WORK ITEM
Copy the lines below exactly, starting with the first and finishing with the one holding "pinky mcp: (566, 322)"; do not copy the pictures.

Bounding box coordinate data

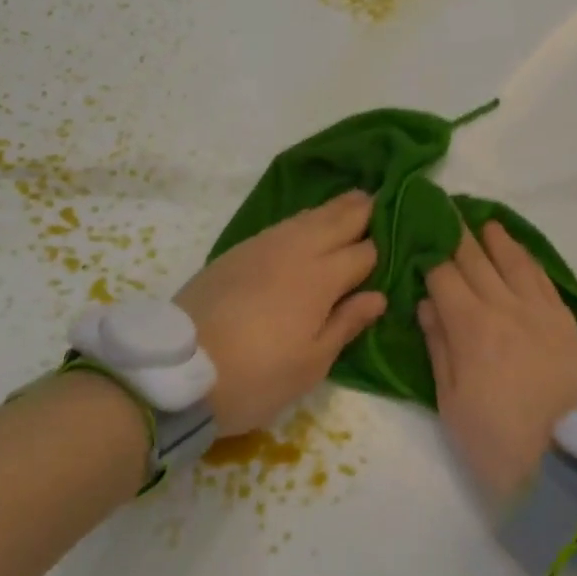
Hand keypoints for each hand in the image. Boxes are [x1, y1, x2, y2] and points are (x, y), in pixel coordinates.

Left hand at [176, 190, 386, 435]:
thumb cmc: (255, 376)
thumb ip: (346, 323)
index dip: (382, 249)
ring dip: (333, 209)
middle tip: (381, 199)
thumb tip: (377, 295)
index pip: (363, 253)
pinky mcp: (238, 251)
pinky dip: (304, 219)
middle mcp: (295, 251)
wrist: (178, 370)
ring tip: (352, 202)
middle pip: (337, 220)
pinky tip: (307, 225)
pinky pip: (282, 225)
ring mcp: (263, 246)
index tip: (399, 243)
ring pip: (307, 216)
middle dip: (361, 210)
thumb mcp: (310, 364)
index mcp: (320, 278)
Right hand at [420, 221, 576, 501]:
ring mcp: (540, 311)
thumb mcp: (454, 405)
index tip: (415, 233)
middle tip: (443, 210)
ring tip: (482, 221)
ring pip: (513, 261)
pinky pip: (542, 278)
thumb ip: (440, 349)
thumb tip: (427, 304)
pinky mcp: (566, 322)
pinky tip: (519, 252)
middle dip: (456, 234)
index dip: (427, 252)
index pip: (443, 275)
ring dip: (494, 238)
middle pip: (476, 259)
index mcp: (471, 327)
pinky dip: (527, 258)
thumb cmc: (502, 443)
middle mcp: (505, 306)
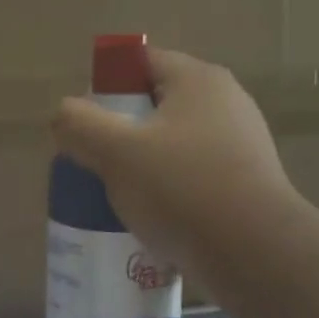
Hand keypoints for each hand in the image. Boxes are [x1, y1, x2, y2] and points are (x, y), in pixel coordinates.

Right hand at [52, 47, 298, 277]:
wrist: (255, 254)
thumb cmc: (182, 189)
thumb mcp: (115, 152)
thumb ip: (78, 124)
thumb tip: (63, 115)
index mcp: (198, 80)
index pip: (141, 62)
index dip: (106, 86)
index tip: (85, 124)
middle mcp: (227, 103)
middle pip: (155, 105)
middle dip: (120, 132)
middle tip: (93, 162)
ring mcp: (241, 145)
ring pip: (172, 145)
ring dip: (141, 165)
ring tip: (116, 196)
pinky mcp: (245, 184)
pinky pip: (192, 177)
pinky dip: (167, 191)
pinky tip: (149, 219)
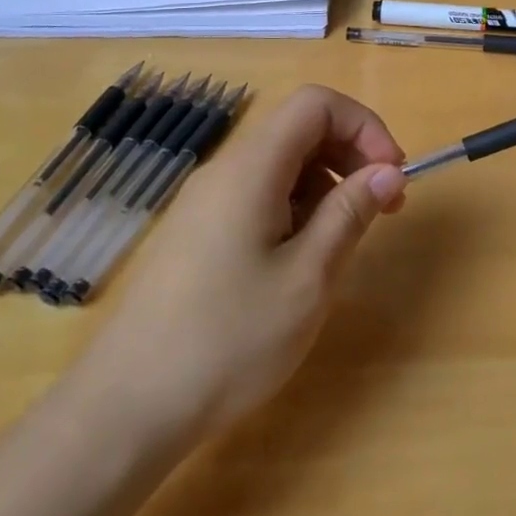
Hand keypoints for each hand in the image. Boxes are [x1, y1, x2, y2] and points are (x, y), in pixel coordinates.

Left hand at [66, 85, 407, 457]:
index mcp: (252, 169)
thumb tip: (388, 170)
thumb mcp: (308, 277)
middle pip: (299, 129)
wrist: (124, 411)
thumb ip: (350, 212)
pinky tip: (300, 263)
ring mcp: (205, 203)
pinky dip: (296, 210)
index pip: (316, 104)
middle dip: (351, 154)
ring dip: (326, 186)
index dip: (363, 125)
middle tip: (384, 208)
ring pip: (281, 165)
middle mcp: (225, 172)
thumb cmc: (228, 340)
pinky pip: (259, 196)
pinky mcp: (197, 234)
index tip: (390, 174)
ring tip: (342, 243)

RESULT
Hand keypoints for each hand in the image. Boxes are [x1, y1, x2, y2] and points are (x, y), in pixel coordinates.

Left hand at [176, 190, 386, 435]:
thumb cmc: (255, 376)
thumb ip: (346, 323)
index dip: (382, 249)
ring dip: (333, 209)
middle tip: (381, 199)
thumb tip: (377, 295)
index pip: (363, 253)
pinky mcp: (238, 251)
pinky dip: (304, 219)
middle mcp: (295, 251)
wrist: (178, 370)
ring tip: (352, 202)
middle pip: (337, 220)
pinky tip: (307, 225)
pinky pip: (282, 225)
ring mcp: (263, 246)
index tip: (399, 243)
ring pip: (307, 216)
middle dip: (361, 210)
thumb mcp: (310, 364)
index mcp: (320, 278)
Right hand at [420, 221, 576, 501]:
ring mcp: (540, 311)
thumb mcp: (454, 405)
index tip: (415, 233)
middle tip: (443, 210)
ring tip: (482, 221)
ring pip: (513, 261)
pinky pip: (542, 278)
thumb ip: (440, 349)
thumb tip: (427, 304)
pinky mcp: (566, 322)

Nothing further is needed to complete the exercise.